As the natural family fractures, so does Christianity.
The Church has big challenges here. One is trying to nurture a family culture in the midst of our throwaway culture. This is a Very Big Task, and will involve matters economic as well as religious and social (for my money, people’s sheer busyness and lack of time is a vast and underrated problem).
Another is having a Church comfortable using language that speaks to people in non-traditional families (Eve Tushnet has written fantastic stuff on this), language that strikes the right balance between upholding ideals and welcoming everyone. The Church has always been able to speak the truth in different ways to different ears, and treasuring the natural family does not mean making an idol of it.
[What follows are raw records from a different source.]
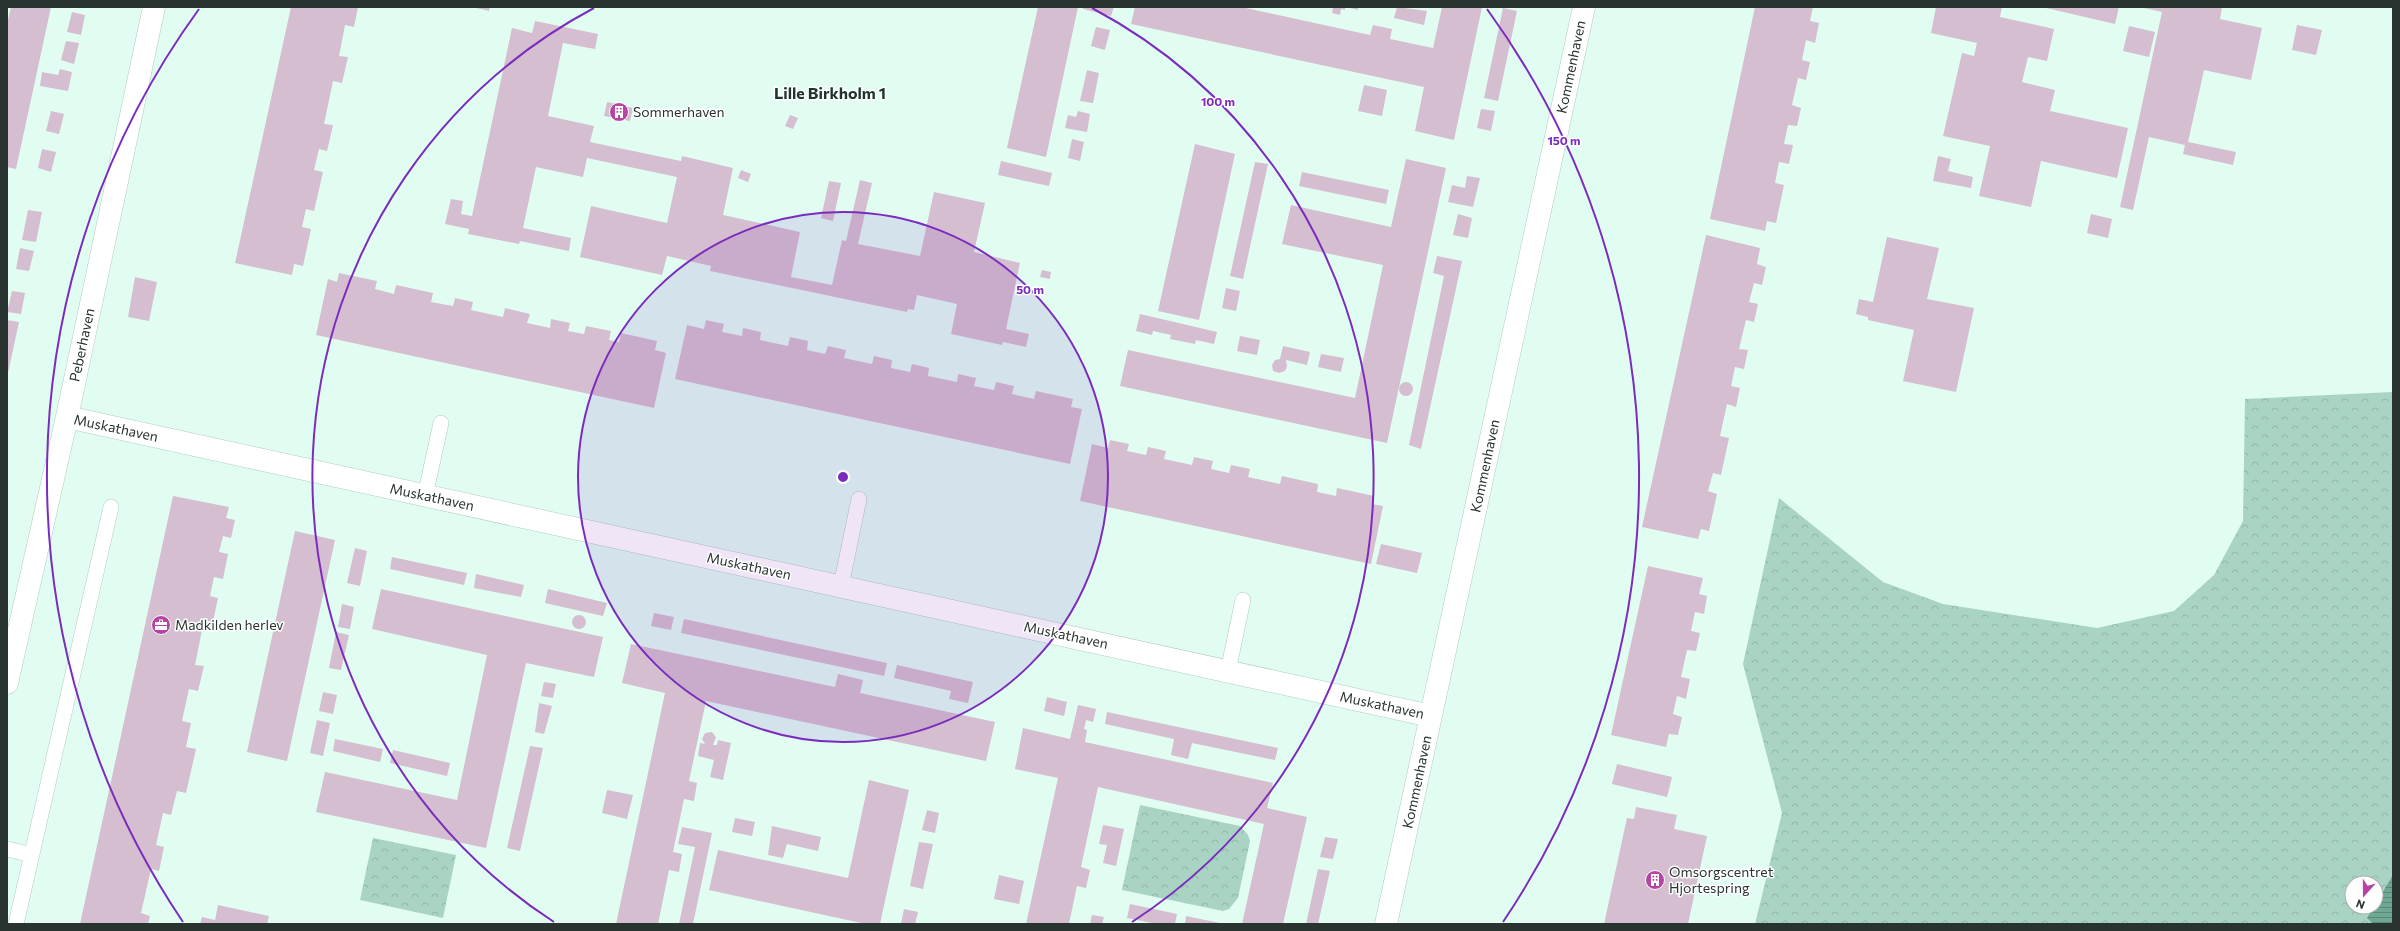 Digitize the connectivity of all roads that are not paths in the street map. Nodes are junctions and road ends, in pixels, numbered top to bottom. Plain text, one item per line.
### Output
1 (154, 7) edge
2 (1584, 7) edge
3 (67, 417) junction
4 (440, 423) dead end
5 (425, 496) junction
6 (859, 499) dead end
7 (111, 507) dead end
8 (841, 586) junction
9 (1243, 600) dead end
10 (1228, 671) junction
11 (7, 683) edge
12 (1431, 716) junction
13 (7, 849) edge
14 (32, 854) junction
15 (16, 924) edge
16 (1386, 924) edge

1 - 3 street, Peberhaven
2 - 12 street, Kommenhaven
3 - 5 street, Muskathaven
3 - 11 street, Peberhaven
4 - 5 lane
5 - 8 street, Muskathaven
6 - 8 lane
7 - 14 lane
8 - 10 street, Muskathaven
9 - 10 lane
10 - 12 street, Muskathaven
12 - 16 street, Kommenhaven
13 - 14 lane
14 - 15 lane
A third is providing some kind of roadmap for how to deal with all the messiness of family life at the level of the parish. What to say to the single father, hugely involved in youth ministry, who’s moving in with his new girlfriend with no wedding in sight? How best can we help our sister whose marriage is breaking down?
For my money, if the Synod on the family doesn’t address itself to those three challenges, it runs the risk of becoming little more than a talking shop.
But in the end, it’ll be us, the Ordinary Decent Catholics, who’ll have to make it work. It’s our job in the end to come up with means and methods to polish and protect the prism that is the family. And that’s a task I look forward to.